Y así el poeta, creyendo en sus musas, maduró vital y políticamente más que nosotros, que nos volvimos meros escritores, burócratas o diplomáticos, mientras él ya no solo camina sobre las aguas, sino sobre las nubes, como el nefelibata de Rubén Darío, y lo más milagroso, sobre la tierra, porque cuenta con el secreto de creer en lo imposible y entonces lo imposible es posible para él, y a veces lo encuentro en diversas partes del mundo, y ahora es el mismo pájaro, pero un pájaro con barba, con una gran barba blanca whitmaniana, vestido con tela de manta blanca y oigo que la gente va y le pide no autógrafos como a cualquier escritor, sino la bendición, pues saben que es sacerdote y le dicen padre y le quieren besar la mano, y él entonces se ríe y no se los permite pero los mira con una mirada con la que más bien les pide perdón para él por poseer el don de perdonarlos. Entonces, ante esto, no me queda más remedio que meditar un poco y, como ahora, me pongo sentimental y recuerdo las cantinas y los cabarets del México de aquellos años en que bebíamos cervezas literalmente hasta la náusea y bailábamos con extrañas mujeres a las que se les pagaba un peso por bailar y algo más por alguna otra cosa, en tanto el poeta, que estaba también allí, tomaba nota de la vida y hoy no puede escribir un solo verso o una sola línea que no estén llenos de vida, sin metáforas, sin adornos, llenos simplemente de vida.

Manuel Scorza (Perú)

El 15 de noviembre pasado me encontré con Manuel Scorza. B. y yo fuimos a verlo en su departamento, 15, me Larrey, en París. Comenzamos a hablar, como siempre, de México, de amigos comunes, para desembocar, como siempre, en la literatura. Noté que Scorza había adquirido una nueva manía. Cada poco tiempo sacaba una especie de libretita y un lápiz y anotaba cualquier broma de las que decíamos, cualquier ocurrencia, mientras declaraba: «Lo pondré en mi próxima novela», y guardaba su papelito para volver a sacarlo cinco minutos después. Entonces yo le recordé que Joyce practicaba también esa costumbre y que hubo una época en que en las reuniones ya nadie quería decir nada delante de él porque todos sabían que sus frases (generalmente de lo que se hace una conversación entre escritores, solo que la mayoría las deja escapar, o las desperdicia sin preocuparse, o cuando mucho espera a llegar a su casa para anotarlas) irían a dar a sus novelas. Pero Manuel dijo: «Amí no me importa, y eso también lo voy a anotar». Y así seguimos un buen rato hasta que en un momento dado se levanta y dice riéndose: «¿Saben una cosa? Por fin ya aprendí a escribir, ya no me interesan los adjetivos ni las comas ni nada de ese tipo; ya descubrí el humor, ya hago lo que quiero, sin preocuparme neuróticamente por la forma o la perfección o esas vanidades. ¿Les leo las primeras páginas de mi nueva novela?».

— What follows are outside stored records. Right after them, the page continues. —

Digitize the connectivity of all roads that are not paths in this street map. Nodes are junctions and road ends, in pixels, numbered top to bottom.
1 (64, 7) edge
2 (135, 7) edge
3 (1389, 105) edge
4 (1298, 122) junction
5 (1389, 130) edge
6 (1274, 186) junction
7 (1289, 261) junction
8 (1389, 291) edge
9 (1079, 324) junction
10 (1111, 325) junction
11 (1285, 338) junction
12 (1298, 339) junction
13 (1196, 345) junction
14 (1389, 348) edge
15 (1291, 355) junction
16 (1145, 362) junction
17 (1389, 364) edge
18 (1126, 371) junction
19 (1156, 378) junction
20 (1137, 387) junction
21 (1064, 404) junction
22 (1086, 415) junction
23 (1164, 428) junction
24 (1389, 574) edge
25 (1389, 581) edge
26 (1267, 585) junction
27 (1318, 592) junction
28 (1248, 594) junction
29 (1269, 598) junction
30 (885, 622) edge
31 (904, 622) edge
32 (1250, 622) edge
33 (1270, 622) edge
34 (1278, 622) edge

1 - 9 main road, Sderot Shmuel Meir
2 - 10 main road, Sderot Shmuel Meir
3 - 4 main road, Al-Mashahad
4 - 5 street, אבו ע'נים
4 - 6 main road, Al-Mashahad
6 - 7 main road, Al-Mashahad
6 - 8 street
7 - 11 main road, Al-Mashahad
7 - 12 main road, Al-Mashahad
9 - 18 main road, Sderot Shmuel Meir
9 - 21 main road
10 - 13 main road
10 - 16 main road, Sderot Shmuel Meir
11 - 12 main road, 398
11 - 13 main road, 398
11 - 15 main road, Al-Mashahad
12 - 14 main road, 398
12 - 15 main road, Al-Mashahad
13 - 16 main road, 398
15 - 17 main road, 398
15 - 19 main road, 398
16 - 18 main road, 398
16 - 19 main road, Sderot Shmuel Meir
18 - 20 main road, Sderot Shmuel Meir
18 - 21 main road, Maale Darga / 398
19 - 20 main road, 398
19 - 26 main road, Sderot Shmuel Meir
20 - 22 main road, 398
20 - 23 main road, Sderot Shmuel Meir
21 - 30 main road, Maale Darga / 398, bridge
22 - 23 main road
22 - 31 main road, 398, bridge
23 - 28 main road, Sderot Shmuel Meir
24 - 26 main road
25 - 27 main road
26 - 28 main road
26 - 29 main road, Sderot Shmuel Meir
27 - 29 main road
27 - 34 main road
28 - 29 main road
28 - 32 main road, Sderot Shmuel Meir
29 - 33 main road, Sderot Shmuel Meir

Cuando le dijimos que sí, la trajo y comenzó a leer. Mientras lee yo alcanzo a ver las páginas escritas a máquina y según él ya en limpio, en las que observo tachaduras en una línea y en otra, y cambios producto quizá de la relectura preocupada de esa misma mañana, o del último insomnio.

Scorza, que comenzó leyendo con cierto brío y distintamente, va perdiendo poco a poco el aplomo y acaba por decir mejor hasta ahí, que nos está aburriendo, pero que más adelante la obra mejora, que en todo caso le falta todavía mucha investigación que hacer en la Bibliothèque Nationale porque hay cosas que tienen que estar bien documentadas. Qué fastidio, dice, ahora que ya aprendí a escribir. Y prefiere contarnos los problemas que tuvo para cobrar sus derechos de autor a no sé qué editorial, y cómo casi lo logró cuando hace algunos años, durante un congreso de escritores en una capital sudamericana, ante las cámaras de la televisión y un auditorio nacional el Presidente de la República dijo señalándolo:

PRESIDENTE: Es un honor para nosotros tener aquí al gran novelista peruano Manuel Scorza. ¿Qué mensaje nos trae, señor Scorza?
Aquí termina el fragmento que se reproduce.